The area of the overlap between the two files

  1. Calculate the intersection of these two shape files (st_intersection)
  2. Calculate that area (st_area)
  3. Then only keep the relevant data again
intersection_area <- st_intersection(brisbane_sf, brisbane_simpler_sf) %>% 
    mutate(intersect_area = st_area(.)) %>% 
    select(SA4_NAME21, intersect_area) %>% 
    st_drop_geometry()
#> although coordinates are longitude/latitude, st_intersection assumes that they are planar
#> Warning: attribute variables are assumed to be spatially constant throughout all geometries

intersection_area
#> # A tibble: 1 × 2
#>   SA4_NAME21          intersect_area
#> * <chr>                        [m^2]
#> 1 Brisbane Inner City       76638525

The ratio of the area in the original shapefile, and the area of the overlapping areas

Now we have our pieces, now let us add these columns of the other data back to it:

intersection_area %>% 
    left_join(brisbane_sf_areas, 
              by = "SA4_NAME21") 
#> # A tibble: 1 × 3
#>   SA4_NAME21          intersect_area brisbane_original_area
#>   <chr>                        [m^2]                  [m^2]
#> 1 Brisbane Inner City       76638525               81738079

And then calculate the ratio - which will tell us how much the simpler shape file overlaps the original ratio.

intersection_area %>% 
    left_join(brisbane_sf_areas, 
              by = "SA4_NAME21") %>% 
    mutate(weight = intersect_area / brisbane_original_area)
#> # A tibble: 1 × 4
#>   SA4_NAME21          intersect_area brisbane_original_area   weight
#>   <chr>                        [m^2]                  [m^2]      [1]
#> 1 Brisbane Inner City       76638525               81738079 0.937611

And, because I think it’s good practice, all together as a function:

calculate_spatial_overlap <- function(shape_new,
                                      shape_old) {
  
  
  intersection_area <- st_intersection(shape_new, shape_old) %>% 
    mutate(intersect_area = st_area(.)) %>% 
    select(SA4_NAME21, intersect_area) %>% 
    st_drop_geometry()
  
  # Create a fresh area variable for counties
  shape_old_areas <- shape_old %>% 
    mutate(original_area = st_area(.)) %>% 
    select(original_area, SA4_NAME21) %>% 
    st_drop_geometry()
  
  intersection_area %>% 
    left_join(shape_old_areas, 
              by = "SA4_NAME21") %>% 
    mutate(weight = intersect_area / original_area)
  
}
calculate_spatial_overlap(
    brisbane_simpler_sf, brisbane_sf
  )
#> although coordinates are longitude/latitude, st_intersection assumes that they are planar
#> Warning: attribute variables are assumed to be spatially constant throughout all geometries
#> # A tibble: 1 × 4
#>   SA4_NAME21          intersect_area original_area   weight
#>   <chr>                        [m^2]         [m^2]      [1]
#> 1 Brisbane Inner City       76638525      81738079 0.937611

So this tells us:

The new shapefile covers about 93% of the old shape file.
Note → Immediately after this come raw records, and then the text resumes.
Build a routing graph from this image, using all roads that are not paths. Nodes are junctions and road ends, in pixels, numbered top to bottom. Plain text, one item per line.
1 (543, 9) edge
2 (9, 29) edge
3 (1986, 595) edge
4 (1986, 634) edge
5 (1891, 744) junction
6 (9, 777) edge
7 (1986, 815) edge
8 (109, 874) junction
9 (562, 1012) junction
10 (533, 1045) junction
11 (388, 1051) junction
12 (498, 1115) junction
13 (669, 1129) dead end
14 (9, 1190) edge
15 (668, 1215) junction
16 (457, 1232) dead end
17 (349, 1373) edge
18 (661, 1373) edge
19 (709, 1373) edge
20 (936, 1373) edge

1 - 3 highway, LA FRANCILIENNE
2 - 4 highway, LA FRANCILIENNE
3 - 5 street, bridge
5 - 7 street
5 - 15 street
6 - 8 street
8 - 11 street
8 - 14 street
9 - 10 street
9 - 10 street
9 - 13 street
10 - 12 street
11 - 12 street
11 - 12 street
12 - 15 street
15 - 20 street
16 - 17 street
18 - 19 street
That is, the red areas cover 93% of the green area:

Why do this?

Our use case in this example was to calculate the difference between shapefiles so we could then use this overalapping difference as a weight in subsequent measurements.

But you can do more with this - the example from the GIS stack exchange thread was trying to calculate the amount of overlap of a lot of smaller shape files on another shapefile - a measurement often referred to as “coverage”.

And that’s it - hope that helps someone!

Thanks

Thank you again to user Sandy AB from Stack Exchange, who posted the answer!